§ Exercise instructions: Go through each line of the records below and count those with the word "every"; give only the total.

§ Entries supplied:
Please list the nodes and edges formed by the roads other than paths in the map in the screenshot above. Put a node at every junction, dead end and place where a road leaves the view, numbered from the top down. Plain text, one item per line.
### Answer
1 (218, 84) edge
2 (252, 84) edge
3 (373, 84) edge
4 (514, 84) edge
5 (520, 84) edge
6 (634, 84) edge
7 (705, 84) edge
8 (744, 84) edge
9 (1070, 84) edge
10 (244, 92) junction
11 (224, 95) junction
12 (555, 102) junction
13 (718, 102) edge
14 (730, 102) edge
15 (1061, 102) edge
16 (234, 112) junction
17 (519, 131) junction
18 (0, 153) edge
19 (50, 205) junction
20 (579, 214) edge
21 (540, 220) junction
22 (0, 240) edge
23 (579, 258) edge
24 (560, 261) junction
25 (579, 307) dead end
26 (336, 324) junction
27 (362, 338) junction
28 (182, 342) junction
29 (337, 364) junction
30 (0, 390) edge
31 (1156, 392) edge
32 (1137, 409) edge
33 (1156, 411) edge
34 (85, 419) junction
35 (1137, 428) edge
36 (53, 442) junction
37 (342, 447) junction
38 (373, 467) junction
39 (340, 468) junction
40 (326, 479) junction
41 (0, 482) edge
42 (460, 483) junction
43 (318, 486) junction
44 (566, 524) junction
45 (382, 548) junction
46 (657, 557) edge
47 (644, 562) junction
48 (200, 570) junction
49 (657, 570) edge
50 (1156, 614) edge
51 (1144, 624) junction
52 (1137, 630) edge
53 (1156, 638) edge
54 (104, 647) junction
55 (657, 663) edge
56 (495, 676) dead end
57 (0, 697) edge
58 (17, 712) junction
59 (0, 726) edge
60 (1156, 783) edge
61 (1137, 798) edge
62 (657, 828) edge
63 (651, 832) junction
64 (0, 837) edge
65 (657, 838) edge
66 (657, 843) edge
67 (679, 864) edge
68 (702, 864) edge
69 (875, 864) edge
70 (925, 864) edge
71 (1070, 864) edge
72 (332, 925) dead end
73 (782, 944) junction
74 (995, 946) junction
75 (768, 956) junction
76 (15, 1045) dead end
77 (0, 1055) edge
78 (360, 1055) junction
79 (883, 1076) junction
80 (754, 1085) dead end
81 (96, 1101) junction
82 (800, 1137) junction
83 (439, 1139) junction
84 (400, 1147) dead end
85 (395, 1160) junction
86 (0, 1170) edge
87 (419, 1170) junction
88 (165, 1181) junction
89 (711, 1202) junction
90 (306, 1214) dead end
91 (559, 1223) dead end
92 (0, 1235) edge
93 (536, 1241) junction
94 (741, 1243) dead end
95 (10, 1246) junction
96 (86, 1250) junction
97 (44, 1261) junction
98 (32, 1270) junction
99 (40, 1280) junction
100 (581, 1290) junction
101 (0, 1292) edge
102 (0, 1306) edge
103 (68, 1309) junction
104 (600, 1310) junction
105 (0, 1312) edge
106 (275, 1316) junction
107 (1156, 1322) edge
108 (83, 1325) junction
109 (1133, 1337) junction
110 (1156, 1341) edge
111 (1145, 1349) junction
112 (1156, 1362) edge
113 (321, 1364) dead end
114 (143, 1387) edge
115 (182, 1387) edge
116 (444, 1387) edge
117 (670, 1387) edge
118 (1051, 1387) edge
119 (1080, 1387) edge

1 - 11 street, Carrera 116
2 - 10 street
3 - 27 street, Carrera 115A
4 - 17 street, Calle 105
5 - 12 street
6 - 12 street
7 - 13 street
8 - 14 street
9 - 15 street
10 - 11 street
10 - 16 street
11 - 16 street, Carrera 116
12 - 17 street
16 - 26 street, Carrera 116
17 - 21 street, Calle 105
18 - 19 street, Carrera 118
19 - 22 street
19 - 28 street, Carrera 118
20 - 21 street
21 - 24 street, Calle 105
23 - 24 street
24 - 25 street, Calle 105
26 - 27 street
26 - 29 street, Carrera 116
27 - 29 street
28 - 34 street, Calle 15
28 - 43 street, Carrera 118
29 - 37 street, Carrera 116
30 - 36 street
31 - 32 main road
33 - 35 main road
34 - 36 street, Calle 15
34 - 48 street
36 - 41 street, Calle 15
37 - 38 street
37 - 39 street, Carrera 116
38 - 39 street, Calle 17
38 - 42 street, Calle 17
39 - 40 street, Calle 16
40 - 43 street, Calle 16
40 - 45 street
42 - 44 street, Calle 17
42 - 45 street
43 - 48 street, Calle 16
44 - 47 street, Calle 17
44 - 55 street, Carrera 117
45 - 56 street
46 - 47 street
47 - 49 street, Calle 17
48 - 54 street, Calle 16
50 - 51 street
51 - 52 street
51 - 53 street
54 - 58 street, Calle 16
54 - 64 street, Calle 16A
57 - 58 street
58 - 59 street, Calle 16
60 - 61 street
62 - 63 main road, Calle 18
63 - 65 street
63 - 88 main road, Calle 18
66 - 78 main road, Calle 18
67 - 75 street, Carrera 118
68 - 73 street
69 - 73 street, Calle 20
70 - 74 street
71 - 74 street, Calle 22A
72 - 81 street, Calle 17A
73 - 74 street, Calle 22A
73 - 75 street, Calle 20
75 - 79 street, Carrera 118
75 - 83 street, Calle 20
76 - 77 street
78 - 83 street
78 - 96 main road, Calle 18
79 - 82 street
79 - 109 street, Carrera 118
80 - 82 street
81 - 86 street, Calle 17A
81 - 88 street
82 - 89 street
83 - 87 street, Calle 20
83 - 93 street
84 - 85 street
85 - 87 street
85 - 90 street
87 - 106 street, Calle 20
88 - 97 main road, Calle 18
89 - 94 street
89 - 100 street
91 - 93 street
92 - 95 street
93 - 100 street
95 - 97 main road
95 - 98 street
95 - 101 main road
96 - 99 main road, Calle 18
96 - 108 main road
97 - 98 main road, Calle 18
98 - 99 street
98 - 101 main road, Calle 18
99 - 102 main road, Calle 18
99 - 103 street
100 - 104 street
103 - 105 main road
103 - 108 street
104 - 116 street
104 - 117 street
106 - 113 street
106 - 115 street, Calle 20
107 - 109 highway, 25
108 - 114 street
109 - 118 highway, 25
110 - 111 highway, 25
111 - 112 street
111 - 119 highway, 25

* * *

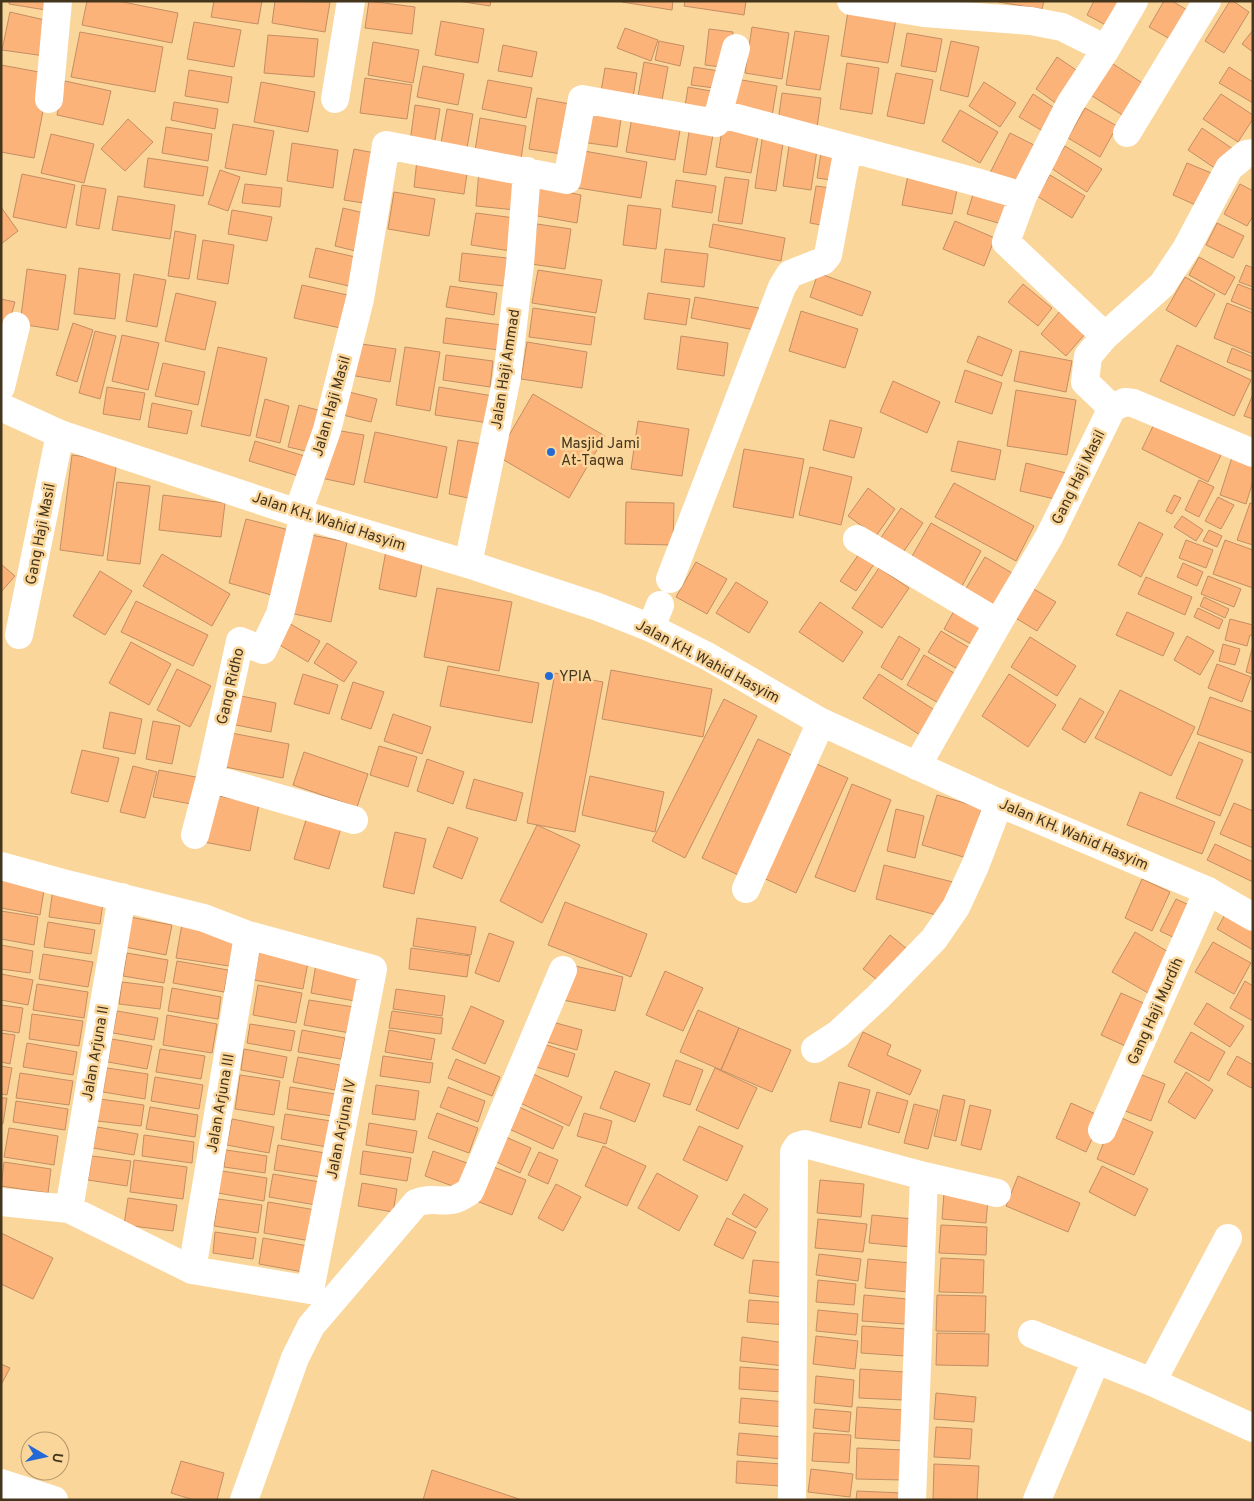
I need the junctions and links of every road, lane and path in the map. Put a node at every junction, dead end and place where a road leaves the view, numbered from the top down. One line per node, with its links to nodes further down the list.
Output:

§ Solution for this problem: 2